Self-tolerance alters T-cell receptor expression in an antigen-specific MHC restricted immune response

Abstract

The influence of major histocompatibility complex (MHC) gene products on the T-lymphocyte alpha beta receptor (TCR) repertoire is well documented, but how specificity is also generated for a diverse array of foreign peptide antigens is unknown. One proposed mechanism is that the TCR repertoire is selected by the recognition of processed self-antigens bound to MHC molecules. Here, we examine the influence of non-MHC-encoded self-antigens on the TCR repertoire expressed in an antigen-specific immune response. Most pigeon cytochrome c-specific, Ek alpha Ek beta (Ek) Ia-restricted T cells from B10.A mice express a product of the V alpha 11 gene family in association with a V beta 3 gene-encoded protein. We therefore examined V alpha 11 and V beta 3 gene expression in cytochrome c-specific T-cell lines derived from various mouse strains with different non-MHC genetic backgrounds. T cells from several strains failed to express any V beta 3 due to tolerance induced by Mlsc-encoded self-antigens.
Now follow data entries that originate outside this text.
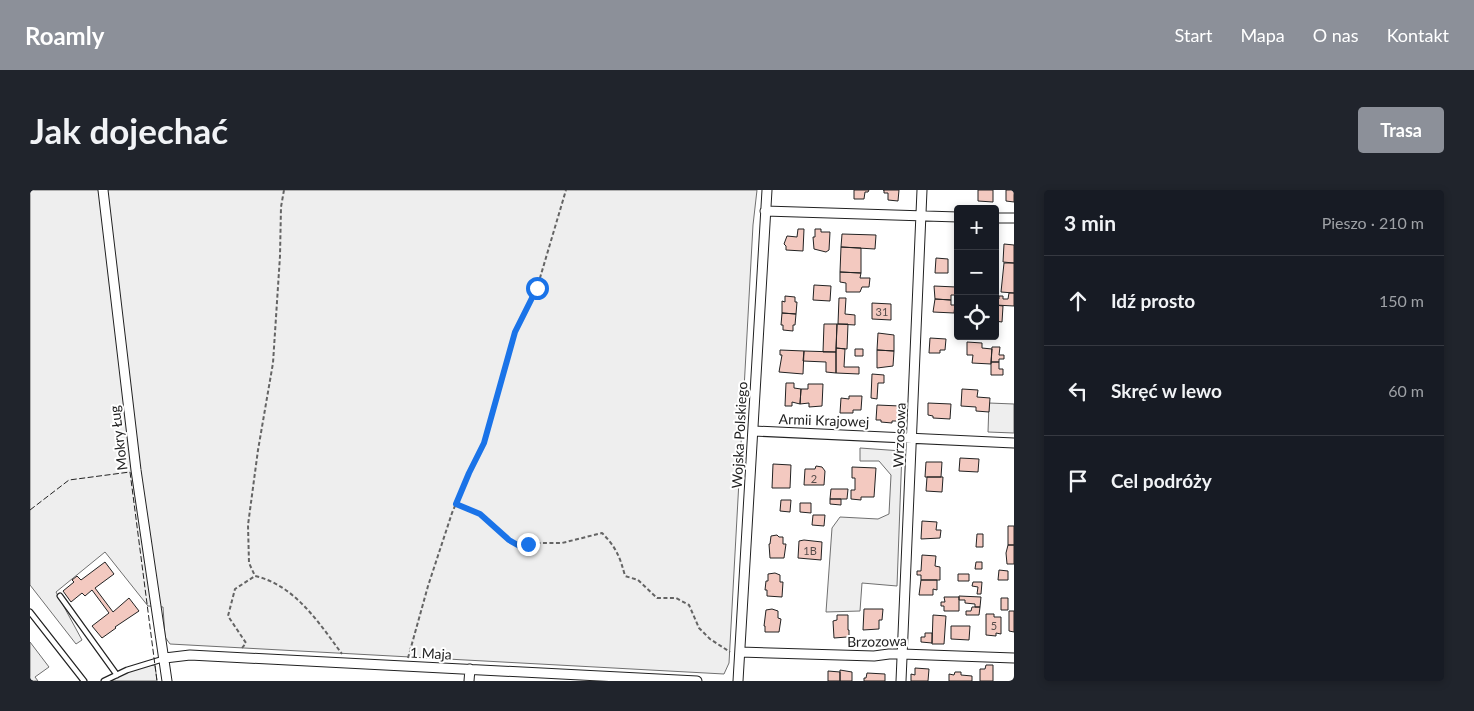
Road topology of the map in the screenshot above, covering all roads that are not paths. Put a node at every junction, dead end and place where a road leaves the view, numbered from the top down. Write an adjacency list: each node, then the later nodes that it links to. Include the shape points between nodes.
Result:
1 (103, 190): 16 (street, Mokry Ług, via 136,470)
2 (766, 190): 4 (street, Wojska Polskiego)
3 (922, 190): 5 (street, Wrzosowa)
4 (765, 211): 5 (street); 9 (street, Wojska Polskiego)
5 (921, 216): 6 (street); 10 (street, Wrzosowa)
6 (954, 217)
7 (999, 218): 8 (street)
8 (1014, 218)
9 (754, 431): 10 (street, Armii Krajowej); 14 (street, Wojska Polskiego)
10 (912, 438): 11 (street, Armii Krajowej); 15 (street, Wrzosowa)
11 (1014, 442)
12 (60, 596): 19 (lane)
13 (30, 612): 20 (lane)
14 (740, 652): 15 (street, Brzozowa); 25 (street, Wojska Polskiego)
15 (902, 654): 17 (street, Brzozowa); 26 (street, Wrzosowa)
16 (165, 658): 18 (street, 1 Maja, via 190,655); 19 (lane); 22 (street, Mokry Ług)
17 (1014, 658)
18 (470, 669): 23 (street); 24 (street, 1 Maja)
19 (116, 675): 21 (lane)
20 (84, 681)
21 (104, 681)
22 (167, 681)
23 (469, 681)
24 (697, 681)
25 (738, 681)
26 (901, 681)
Variable levels of V alpha 11 messenger RNA (mRNA) were expressed by antigen-specific T cells from all the strains. In one strain V beta 3 was expressed in the relative absence of V alpha 11. These results directly demonstrate that self-tolerance alters TCR gene usage in the immune response to a foreign antigen, and indicate that TCR V alpha and V beta proteins may, in part, be independently selected.